*** DATA FOR THIS TASK ***

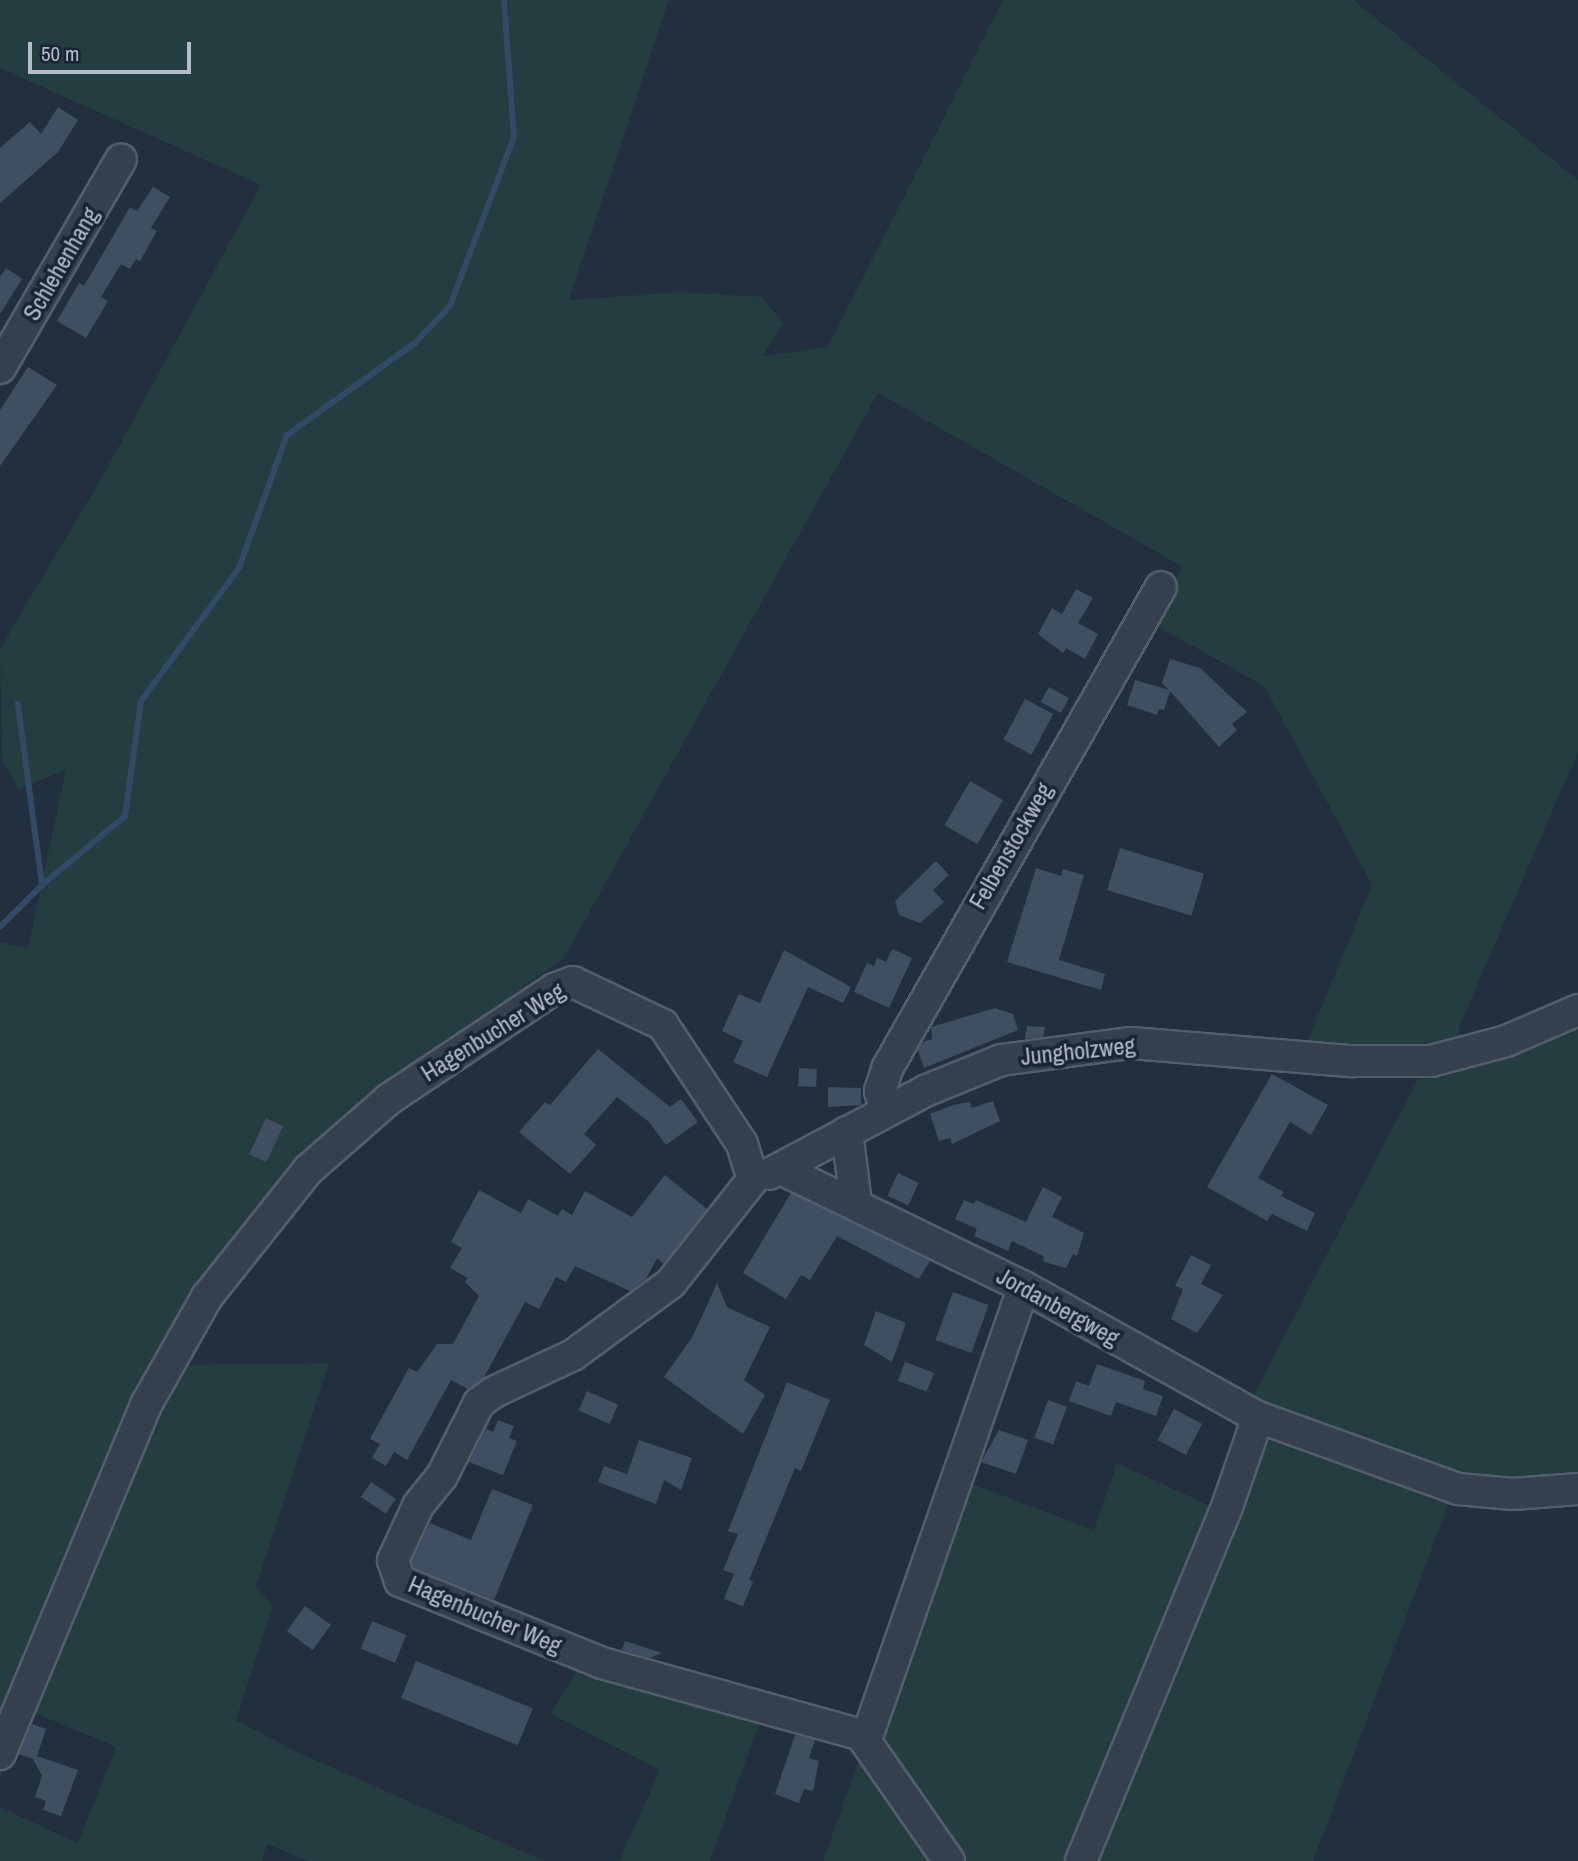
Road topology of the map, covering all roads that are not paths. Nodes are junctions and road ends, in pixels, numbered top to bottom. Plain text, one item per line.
1 (121, 159) dead end
2 (0, 368) edge
3 (1161, 587) dead end
4 (1578, 1010) edge
5 (886, 1111) junction
6 (847, 1132) junction
7 (783, 1170) junction
8 (753, 1178) junction
9 (856, 1203) junction
10 (1024, 1287) junction
11 (1258, 1417) junction
12 (1578, 1489) edge
13 (861, 1735) junction
14 (0, 1754) edge
15 (950, 1861) edge
16 (1081, 1861) edge

1 - 2 street, Schlehenhang
3 - 5 street, Felbenstockweg
4 - 5 street, Jungholzweg
5 - 6 street, Jungholzweg
6 - 7 street, Jungholzweg
6 - 9 street
7 - 8 street, Jungholzweg
7 - 9 street, Jordanbergweg
8 - 13 street, Hagenbucher Weg
8 - 14 street, Hagenbucher Weg
9 - 10 street, Jordanbergweg
10 - 11 street, Jordanbergweg
10 - 13 street
11 - 12 street, Jordanbergweg
11 - 16 street
13 - 15 street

*** End of DATA FOR THIS TASK ***

> _WHAT THIS TASK INVOLVES_
Every line of the material must be reproduced verbatim; the pictures are to be omitted.

> _RESPONSE TO THE EXERCISE_
Road topology of the map, covering all roads that are not paths. Nodes are junctions and road ends, in pixels, numbered top to bottom. Plain text, one item per line.
1 (121, 159) dead end
2 (0, 368) edge
3 (1161, 587) dead end
4 (1578, 1010) edge
5 (886, 1111) junction
6 (847, 1132) junction
7 (783, 1170) junction
8 (753, 1178) junction
9 (856, 1203) junction
10 (1024, 1287) junction
11 (1258, 1417) junction
12 (1578, 1489) edge
13 (861, 1735) junction
14 (0, 1754) edge
15 (950, 1861) edge
16 (1081, 1861) edge

1 - 2 street, Schlehenhang
3 - 5 street, Felbenstockweg
4 - 5 street, Jungholzweg
5 - 6 street, Jungholzweg
6 - 7 street, Jungholzweg
6 - 9 street
7 - 8 street, Jungholzweg
7 - 9 street, Jordanbergweg
8 - 13 street, Hagenbucher Weg
8 - 14 street, Hagenbucher Weg
9 - 10 street, Jordanbergweg
10 - 11 street, Jordanbergweg
10 - 13 street
11 - 12 street, Jordanbergweg
11 - 16 street
13 - 15 street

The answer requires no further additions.